What Would Vlad Do?
Jan 8th, 2008 by Vlad
This post was too dirty for Vladville…
From the mailbag (which due to the overload of everything I participate in nowadays with Facebook/Twitter/Newsgroups/Blah I have committed to only checking once a day):
If money can’t be made on infrastructure sales or support, where would you make it if you were me?
Interestingly enough, I spoke about this very thing with my wife yesterday. She’s pretty aware of what I do and how, so I explained my ten year plan to her:
"I’m going to be 30 this year. I intend to work to death over the next 10 years and at that point I’m done. I’m getting a new car and a new wife and I haven’t come up with the rest yet."

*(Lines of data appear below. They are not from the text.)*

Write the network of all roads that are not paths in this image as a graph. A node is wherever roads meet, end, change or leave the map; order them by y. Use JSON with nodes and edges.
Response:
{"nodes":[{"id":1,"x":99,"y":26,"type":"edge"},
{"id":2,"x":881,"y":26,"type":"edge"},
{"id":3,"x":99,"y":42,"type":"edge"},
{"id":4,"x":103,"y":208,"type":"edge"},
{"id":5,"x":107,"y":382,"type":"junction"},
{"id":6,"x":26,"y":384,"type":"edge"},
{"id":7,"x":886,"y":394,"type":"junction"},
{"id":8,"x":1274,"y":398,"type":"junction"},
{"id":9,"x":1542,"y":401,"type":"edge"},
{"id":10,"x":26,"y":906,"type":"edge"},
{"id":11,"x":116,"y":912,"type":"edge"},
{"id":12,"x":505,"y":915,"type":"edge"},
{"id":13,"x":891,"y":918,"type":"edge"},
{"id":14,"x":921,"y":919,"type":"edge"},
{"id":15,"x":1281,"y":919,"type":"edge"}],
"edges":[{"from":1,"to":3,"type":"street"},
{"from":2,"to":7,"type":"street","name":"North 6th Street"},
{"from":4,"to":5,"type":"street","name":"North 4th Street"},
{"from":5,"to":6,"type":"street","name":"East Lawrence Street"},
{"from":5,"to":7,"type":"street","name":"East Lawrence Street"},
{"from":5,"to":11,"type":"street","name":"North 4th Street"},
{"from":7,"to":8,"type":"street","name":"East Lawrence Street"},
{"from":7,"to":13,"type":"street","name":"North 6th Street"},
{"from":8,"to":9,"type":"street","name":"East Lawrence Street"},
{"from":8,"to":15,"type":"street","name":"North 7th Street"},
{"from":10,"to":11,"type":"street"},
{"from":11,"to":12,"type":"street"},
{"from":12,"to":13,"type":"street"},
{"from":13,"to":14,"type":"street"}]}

Then I put my hand on her tummy and said: "Kick if you’re with me!"
If you deal with reality and face your problems head on you start to find humor in your doom. No sense getting all down about things if they are bad, if you’re depressed how can you find your way out of it. I know what is in my plans but damn if I’m about to spill it here. What I think the reader asked was: "What would you do if you were me?"
If I were in the IT field, running a small business and made most my revenues from the product lines that are rapidly approaching zero (hardware commissions, SOHO tech support, smallbiz technology advising, desktop software support, hardware monitoring… basically everything that is either currently or soon will be done by someone for $0.85 an hour in India or $0.25 in China) I would sacrifice next few months of gravy train sales and pitches for a retraining in development of business solutions software. Actual training on development, not some bootcamp that teaches you how to add webparts to a SharePoint page or another regurgitation of Idiots Guide To ____.

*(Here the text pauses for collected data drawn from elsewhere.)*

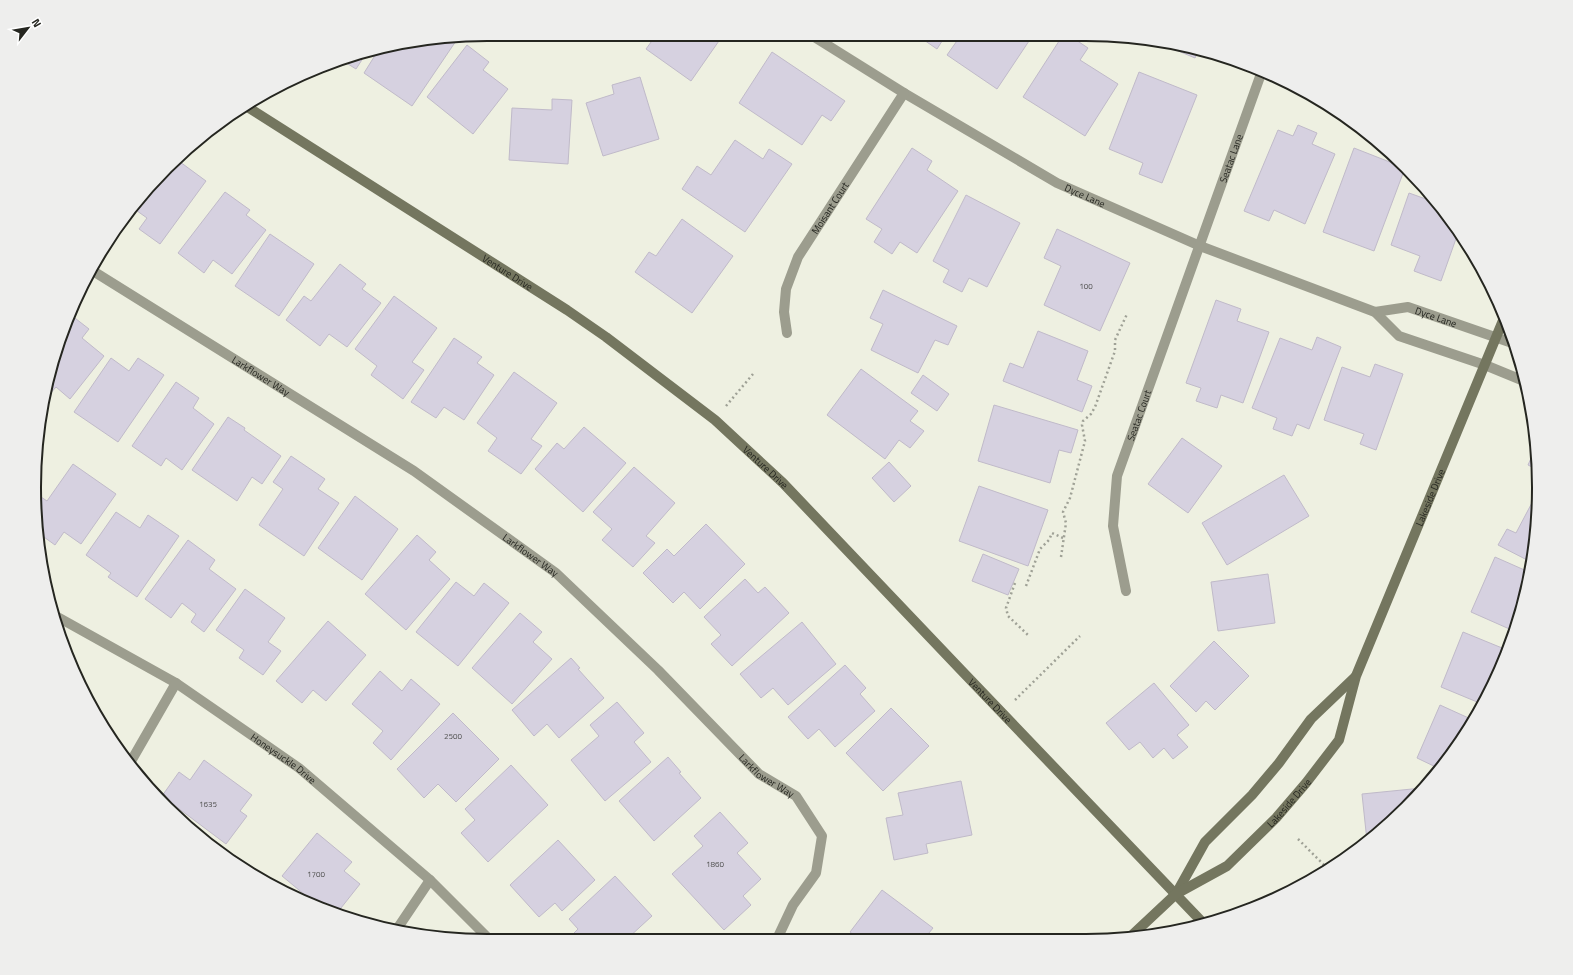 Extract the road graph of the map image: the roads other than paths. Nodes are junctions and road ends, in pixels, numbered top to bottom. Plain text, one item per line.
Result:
1 (821, 41) edge
2 (1260, 77) edge
3 (904, 93) junction
4 (251, 109) edge
5 (1200, 246) junction
6 (96, 273) edge
7 (1376, 312) junction
8 (1501, 325) edge
9 (787, 332) dead end
10 (1496, 336) junction
11 (1507, 341) edge
12 (1485, 365) junction
13 (1518, 379) edge
14 (1126, 591) dead end
15 (61, 619) edge
16 (1356, 676) junction
17 (176, 683) junction
18 (133, 758) edge
19 (430, 880) junction
20 (1176, 894) junction
21 (1200, 919) edge
22 (399, 925) edge
23 (1137, 931) edge
24 (484, 934) edge
25 (779, 934) edge

1 - 3 street, Dyce Lane
2 - 5 street, Seatac Lane
3 - 5 street, Dyce Lane
3 - 9 street, Moisant Court
4 - 20 street, Venture Drive
5 - 7 street, Dyce Lane
5 - 14 street, Seatac Court
6 - 25 street, Larkflower Way
7 - 10 street, Dyce Lane
7 - 12 street, Dyce Lane
8 - 10 street, Lakeside Drive
10 - 11 street, Dyce Lane
10 - 12 street, Lakeside Drive
12 - 13 street, Dyce Lane
12 - 16 street, Lakeside Drive
15 - 17 street, Honeysuckle Drive
16 - 20 street, Lakeside Drive
16 - 20 street, Lakeside Drive
17 - 18 street
17 - 19 street, Honeysuckle Drive
19 - 22 street
19 - 24 street, Honeysuckle Drive
20 - 21 street, Venture Drive
20 - 23 street, Lakeside Drive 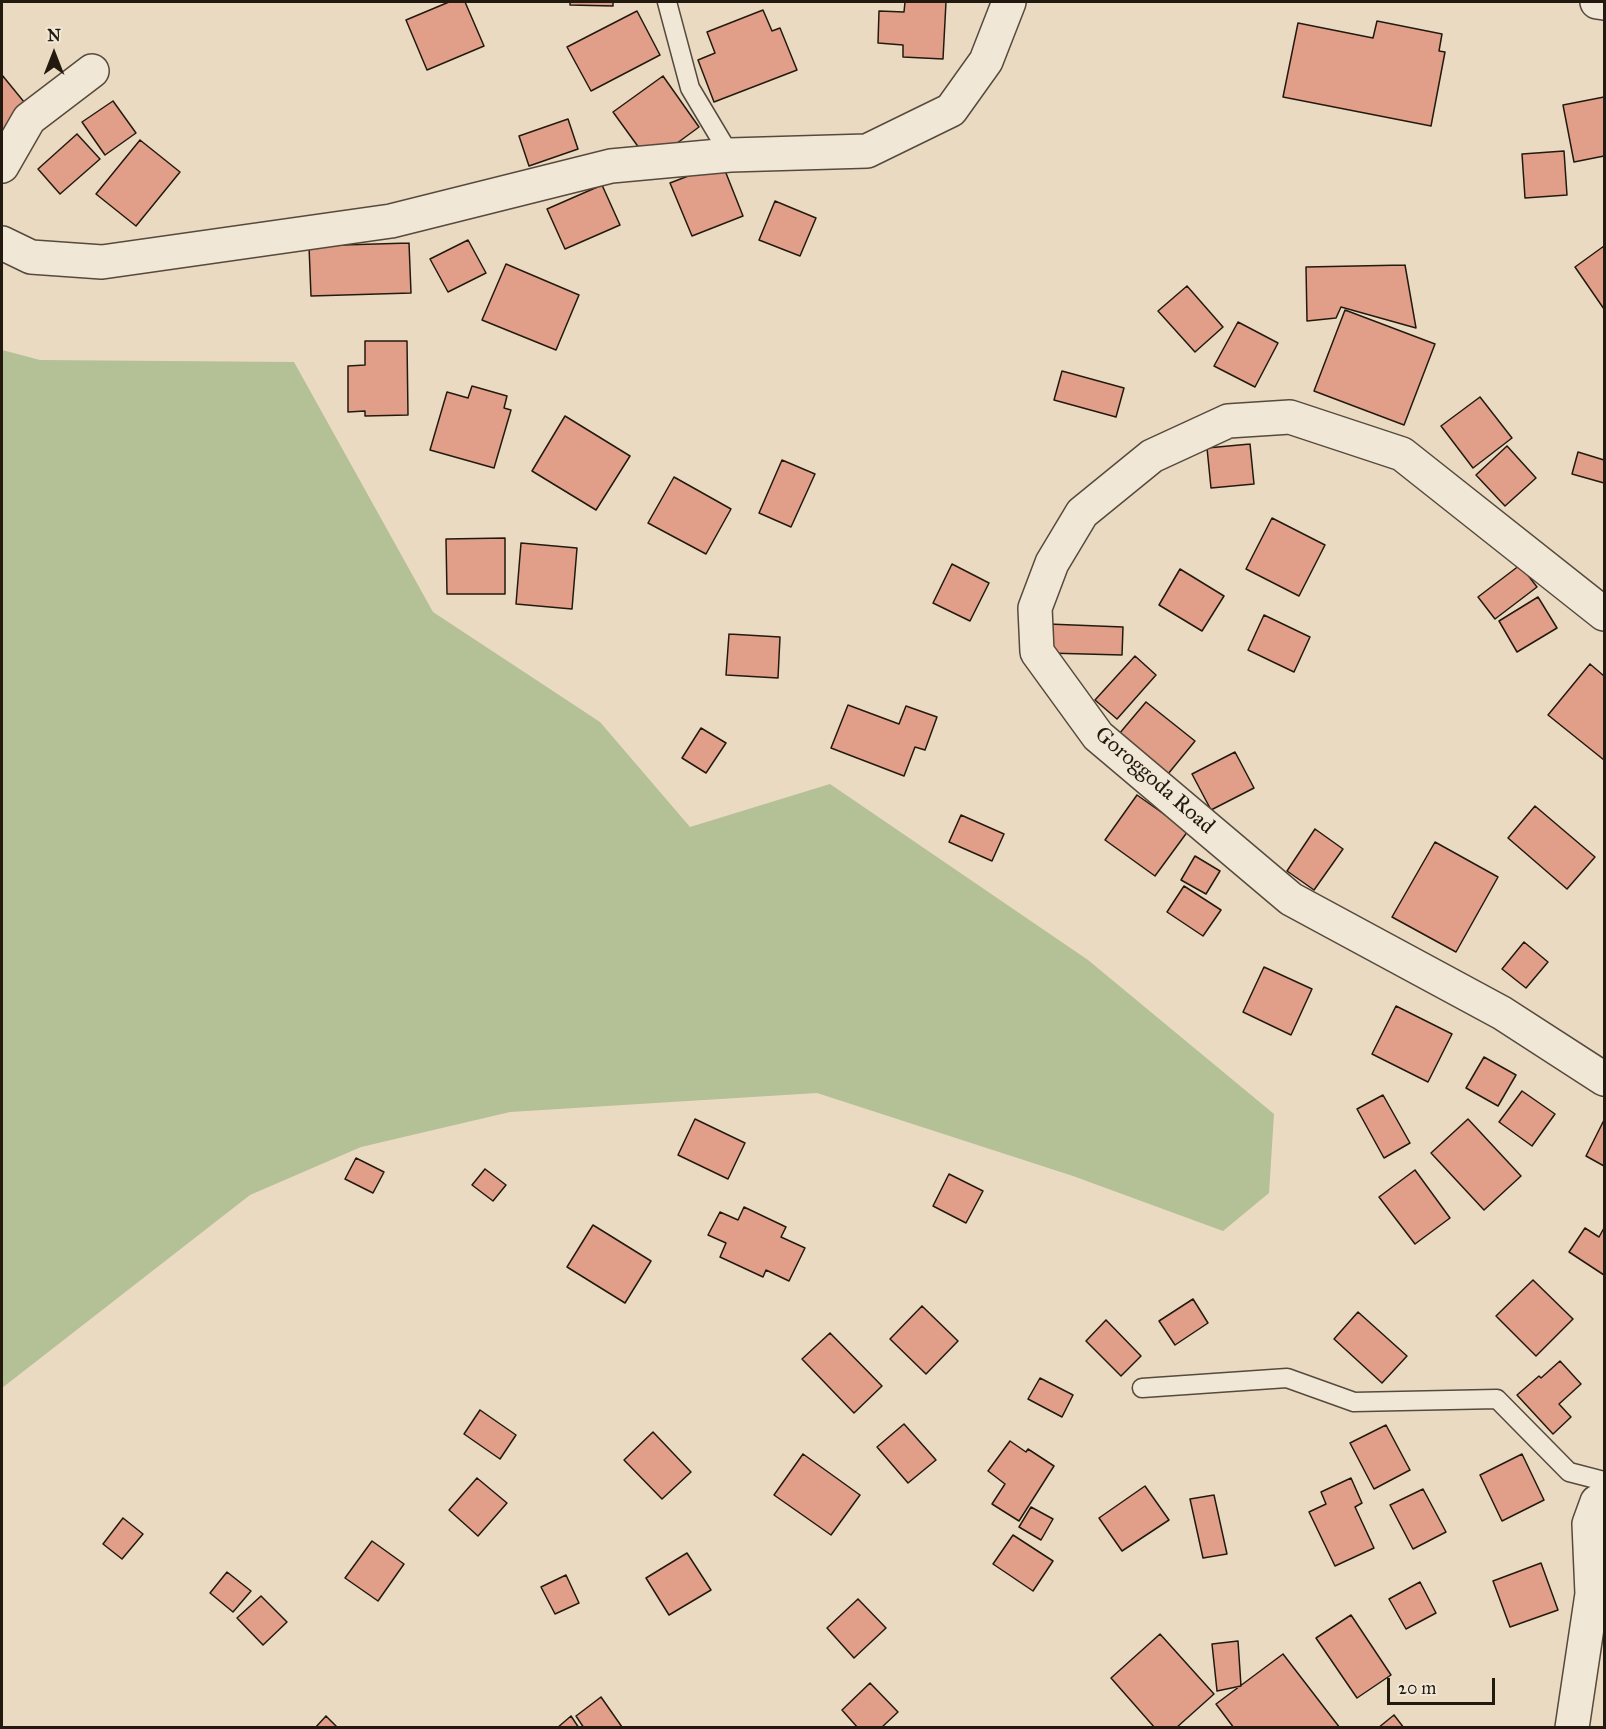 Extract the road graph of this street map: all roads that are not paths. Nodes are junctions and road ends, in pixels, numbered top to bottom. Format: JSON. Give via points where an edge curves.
{"nodes":[{"id":1,"x":667,"y":2,"type":"edge"},
{"id":2,"x":1009,"y":2,"type":"edge"},
{"id":3,"x":1597,"y":2,"type":"edge"},
{"id":4,"x":1605,"y":3,"type":"edge"},
{"id":5,"x":92,"y":71,"type":"dead end"},
{"id":6,"x":730,"y":155,"type":"junction"},
{"id":7,"x":2,"y":166,"type":"edge"},
{"id":8,"x":2,"y":243,"type":"edge"},
{"id":9,"x":1605,"y":614,"type":"edge"},
{"id":10,"x":1605,"y":1079,"type":"edge"},
{"id":11,"x":1142,"y":1388,"type":"dead end"},
{"id":12,"x":1605,"y":1481,"type":"edge"},
{"id":13,"x":1605,"y":1498,"type":"edge"},
{"id":14,"x":1572,"y":1728,"type":"edge"}],
"edges":[{"from":1,"to":6,"type":"lane","via":[[690,88]]},
{"from":2,"to":6,"type":"street","via":[[986,62],[951,111],[867,151]]},
{"from":3,"to":4,"type":"street"},
{"from":5,"to":7,"type":"street","via":[[29,119]]},
{"from":6,"to":8,"type":"street","via":[[611,165],[391,221],[102,262],[31,257]]},
{"from":9,"to":10,"type":"street","name":"Goroggoda Road","via":[[1402,454],[1290,417],[1228,422],[1152,456],[1082,513],[1052,563],[1035,608],[1037,652],[1098,736],[1291,899],[1502,1013]]},
{"from":11,"to":12,"type":"lane","via":[[1287,1378],[1354,1402],[1497,1399],[1569,1472]]},
{"from":13,"to":14,"type":"street","via":[[1597,1502],[1588,1524],[1592,1594]]}]}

Small businesses are getting, and rightfully expecting, more and more crap for free. And in that process of taking advantage of the lower cost of technology, they still have a huge overhead of monkeys running around like McDonalds employees around a fryer. Even a minimum wage earner is still a $20,000 hit to the payroll, so would you get a sit if your marketing read: "Are you really using the technology you bought? Give us an hour, we’ll save you $20,000"
Now I have an advantage because I already know how to develop software and I know a ton of people - but say you didn’t. Your first goal would be to find out who the regional MicrosoftBS rep is (I think they went away from MicrosoftBS because the name gave it away, I think its now Microsoft Dynamics). Track that person down and in your best reenactment of a cheesy porn movie go to their office and say the following: "I run a successful, profitable company and I want to be the biggest private sector whore for your products in this market."; One thing MicrosoftBS division has been able to do, as the name implies, is get a ton of marketing money for anyone that will promote their solutions. Remember the posts about "Sold you a dream" - MicrosoftBS is that! They have sold the upper management the dream that MicrosoftBS can be the next SAP/Oracle, they just need money. They already sold three Biztalks, with a few billion they might could sell the fourth. Go into the meeting with the same premise - "I AM the fourth Biztalk sale!" Sell that dream, baby!

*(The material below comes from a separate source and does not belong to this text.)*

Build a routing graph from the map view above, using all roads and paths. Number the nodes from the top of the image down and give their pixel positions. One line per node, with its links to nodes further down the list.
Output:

Now you’ve got the cash, free training, Microsoft contact person.. time to look at what Microsoft Dynamics actually sells. Shit, nothing you can sell to the SMB. Ok, ok, new plan. We figure out how to make the crap these people already bought work better. Ok. I need a minimum wage monkey to function like a pedometer. Just tag one of the office workers and follow them for a week and find out wtf they do. Take notes. Here’s $100 if you try to get them in English. Woop.
Week later you got a $200 portfolio of savings you can produce by tuning their Office apps to move data along so they can process 5,000 widgets a week instead of 800. On the way out spill coke as you leave the office, let the business owner see his staff hanging around cleaning up the floor and dreaming about 5,000 widgets getting done on their own.
Keep on dreaming… all the way to the bank.


This is the ONE time I simply have no comment.